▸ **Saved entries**
+-------+
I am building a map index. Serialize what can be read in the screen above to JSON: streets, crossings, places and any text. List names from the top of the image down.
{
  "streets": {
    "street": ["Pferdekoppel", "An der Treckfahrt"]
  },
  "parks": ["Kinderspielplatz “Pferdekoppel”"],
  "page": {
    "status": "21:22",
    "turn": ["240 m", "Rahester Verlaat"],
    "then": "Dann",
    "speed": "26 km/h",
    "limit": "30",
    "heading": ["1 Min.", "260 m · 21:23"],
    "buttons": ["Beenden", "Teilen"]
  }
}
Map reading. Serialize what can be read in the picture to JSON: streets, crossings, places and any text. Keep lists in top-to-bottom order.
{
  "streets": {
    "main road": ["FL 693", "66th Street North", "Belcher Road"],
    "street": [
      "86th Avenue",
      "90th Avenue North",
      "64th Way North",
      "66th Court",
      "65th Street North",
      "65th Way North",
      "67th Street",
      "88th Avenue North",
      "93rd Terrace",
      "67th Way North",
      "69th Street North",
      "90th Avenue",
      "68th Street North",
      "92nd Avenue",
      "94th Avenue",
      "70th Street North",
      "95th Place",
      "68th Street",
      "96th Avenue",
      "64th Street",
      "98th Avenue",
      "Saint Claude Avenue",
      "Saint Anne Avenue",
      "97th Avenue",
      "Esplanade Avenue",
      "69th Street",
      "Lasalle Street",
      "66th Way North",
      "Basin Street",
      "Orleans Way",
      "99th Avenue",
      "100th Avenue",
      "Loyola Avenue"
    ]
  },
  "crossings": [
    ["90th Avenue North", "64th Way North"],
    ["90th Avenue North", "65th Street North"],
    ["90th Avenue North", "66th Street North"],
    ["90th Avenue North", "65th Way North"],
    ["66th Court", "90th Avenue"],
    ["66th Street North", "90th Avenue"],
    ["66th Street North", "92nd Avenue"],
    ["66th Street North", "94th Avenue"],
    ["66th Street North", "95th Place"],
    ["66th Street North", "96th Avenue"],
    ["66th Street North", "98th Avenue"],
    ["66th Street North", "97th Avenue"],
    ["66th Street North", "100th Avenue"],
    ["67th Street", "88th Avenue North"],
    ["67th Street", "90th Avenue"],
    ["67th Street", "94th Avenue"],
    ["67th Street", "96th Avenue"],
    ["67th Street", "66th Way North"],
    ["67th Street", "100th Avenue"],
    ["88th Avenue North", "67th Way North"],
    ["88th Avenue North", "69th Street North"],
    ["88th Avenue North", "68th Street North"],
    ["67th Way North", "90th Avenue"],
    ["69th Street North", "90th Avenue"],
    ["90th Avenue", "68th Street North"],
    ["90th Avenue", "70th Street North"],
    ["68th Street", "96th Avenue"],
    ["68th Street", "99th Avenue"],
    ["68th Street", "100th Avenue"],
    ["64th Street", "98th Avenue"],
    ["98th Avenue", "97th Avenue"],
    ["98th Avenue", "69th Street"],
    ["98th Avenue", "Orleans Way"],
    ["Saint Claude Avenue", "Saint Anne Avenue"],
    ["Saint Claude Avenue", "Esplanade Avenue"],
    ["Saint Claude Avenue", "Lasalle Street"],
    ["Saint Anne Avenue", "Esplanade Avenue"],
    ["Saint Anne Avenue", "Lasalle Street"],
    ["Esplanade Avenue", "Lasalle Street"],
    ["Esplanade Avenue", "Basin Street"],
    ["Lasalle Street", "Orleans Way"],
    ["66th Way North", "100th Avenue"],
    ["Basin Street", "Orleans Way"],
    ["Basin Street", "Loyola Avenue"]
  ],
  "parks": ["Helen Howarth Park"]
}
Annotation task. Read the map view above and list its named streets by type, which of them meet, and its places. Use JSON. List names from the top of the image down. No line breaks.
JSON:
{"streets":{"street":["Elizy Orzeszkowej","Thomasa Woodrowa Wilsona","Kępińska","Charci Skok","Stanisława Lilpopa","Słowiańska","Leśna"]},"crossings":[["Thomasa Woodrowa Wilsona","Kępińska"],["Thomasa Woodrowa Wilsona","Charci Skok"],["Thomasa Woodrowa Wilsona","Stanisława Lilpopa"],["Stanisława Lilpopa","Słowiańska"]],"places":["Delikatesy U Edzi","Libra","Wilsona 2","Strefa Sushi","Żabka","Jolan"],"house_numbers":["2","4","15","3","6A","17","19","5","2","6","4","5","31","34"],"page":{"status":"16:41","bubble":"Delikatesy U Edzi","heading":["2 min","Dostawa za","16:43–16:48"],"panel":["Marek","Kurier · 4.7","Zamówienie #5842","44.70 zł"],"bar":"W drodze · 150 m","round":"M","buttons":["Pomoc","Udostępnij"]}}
+-------+
Output the records again in full. Keep every character as written.

▸ **Exercise result**
I am building a map index. Serialize what can be read in the screen above to JSON: streets, crossings, places and any text. List names from the top of the image down.
{
  "streets": {
    "street": ["Pferdekoppel", "An der Treckfahrt"]
  },
  "parks": ["Kinderspielplatz “Pferdekoppel”"],
  "page": {
    "status": "21:22",
    "turn": ["240 m", "Rahester Verlaat"],
    "then": "Dann",
    "speed": "26 km/h",
    "limit": "30",
    "heading": ["1 Min.", "260 m · 21:23"],
    "buttons": ["Beenden", "Teilen"]
  }
}
Map reading. Serialize what can be read in the picture to JSON: streets, crossings, places and any text. Keep lists in top-to-bottom order.
{
  "streets": {
    "main road": ["FL 693", "66th Street North", "Belcher Road"],
    "street": [
      "86th Avenue",
      "90th Avenue North",
      "64th Way North",
      "66th Court",
      "65th Street North",
      "65th Way North",
      "67th Street",
      "88th Avenue North",
      "93rd Terrace",
      "67th Way North",
      "69th Street North",
      "90th Avenue",
      "68th Street North",
      "92nd Avenue",
      "94th Avenue",
      "70th Street North",
      "95th Place",
      "68th Street",
      "96th Avenue",
      "64th Street",
      "98th Avenue",
      "Saint Claude Avenue",
      "Saint Anne Avenue",
      "97th Avenue",
      "Esplanade Avenue",
      "69th Street",
      "Lasalle Street",
      "66th Way North",
      "Basin Street",
      "Orleans Way",
      "99th Avenue",
      "100th Avenue",
      "Loyola Avenue"
    ]
  },
  "crossings": [
    ["90th Avenue North", "64th Way North"],
    ["90th Avenue North", "65th Street North"],
    ["90th Avenue North", "66th Street North"],
    ["90th Avenue North", "65th Way North"],
    ["66th Court", "90th Avenue"],
    ["66th Street North", "90th Avenue"],
    ["66th Street North", "92nd Avenue"],
    ["66th Street North", "94th Avenue"],
    ["66th Street North", "95th Place"],
    ["66th Street North", "96th Avenue"],
    ["66th Street North", "98th Avenue"],
    ["66th Street North", "97th Avenue"],
    ["66th Street North", "100th Avenue"],
    ["67th Street", "88th Avenue North"],
    ["67th Street", "90th Avenue"],
    ["67th Street", "94th Avenue"],
    ["67th Street", "96th Avenue"],
    ["67th Street", "66th Way North"],
    ["67th Street", "100th Avenue"],
    ["88th Avenue North", "67th Way North"],
    ["88th Avenue North", "69th Street North"],
    ["88th Avenue North", "68th Street North"],
    ["67th Way North", "90th Avenue"],
    ["69th Street North", "90th Avenue"],
    ["90th Avenue", "68th Street North"],
    ["90th Avenue", "70th Street North"],
    ["68th Street", "96th Avenue"],
    ["68th Street", "99th Avenue"],
    ["68th Street", "100th Avenue"],
    ["64th Street", "98th Avenue"],
    ["98th Avenue", "97th Avenue"],
    ["98th Avenue", "69th Street"],
    ["98th Avenue", "Orleans Way"],
    ["Saint Claude Avenue", "Saint Anne Avenue"],
    ["Saint Claude Avenue", "Esplanade Avenue"],
    ["Saint Claude Avenue", "Lasalle Street"],
    ["Saint Anne Avenue", "Esplanade Avenue"],
    ["Saint Anne Avenue", "Lasalle Street"],
    ["Esplanade Avenue", "Lasalle Street"],
    ["Esplanade Avenue", "Basin Street"],
    ["Lasalle Street", "Orleans Way"],
    ["66th Way North", "100th Avenue"],
    ["Basin Street", "Orleans Way"],
    ["Basin Street", "Loyola Avenue"]
  ],
  "parks": ["Helen Howarth Park"]
}
Annotation task. Read the map view above and list its named streets by type, which of them meet, and its places. Use JSON. List names from the top of the image down. No line breaks.
JSON:
{"streets":{"street":["Elizy Orzeszkowej","Thomasa Woodrowa Wilsona","Kępińska","Charci Skok","Stanisława Lilpopa","Słowiańska","Leśna"]},"crossings":[["Thomasa Woodrowa Wilsona","Kępińska"],["Thomasa Woodrowa Wilsona","Charci Skok"],["Thomasa Woodrowa Wilsona","Stanisława Lilpopa"],["Stanisława Lilpopa","Słowiańska"]],"places":["Delikatesy U Edzi","Libra","Wilsona 2","Strefa Sushi","Żabka","Jolan"],"house_numbers":["2","4","15","3","6A","17","19","5","2","6","4","5","31","34"],"page":{"status":"16:41","bubble":"Delikatesy U Edzi","heading":["2 min","Dostawa za","16:43–16:48"],"panel":["Marek","Kurier · 4.7","Zamówienie #5842","44.70 zł"],"bar":"W drodze · 150 m","round":"M","buttons":["Pomoc","Udostępnij"]}}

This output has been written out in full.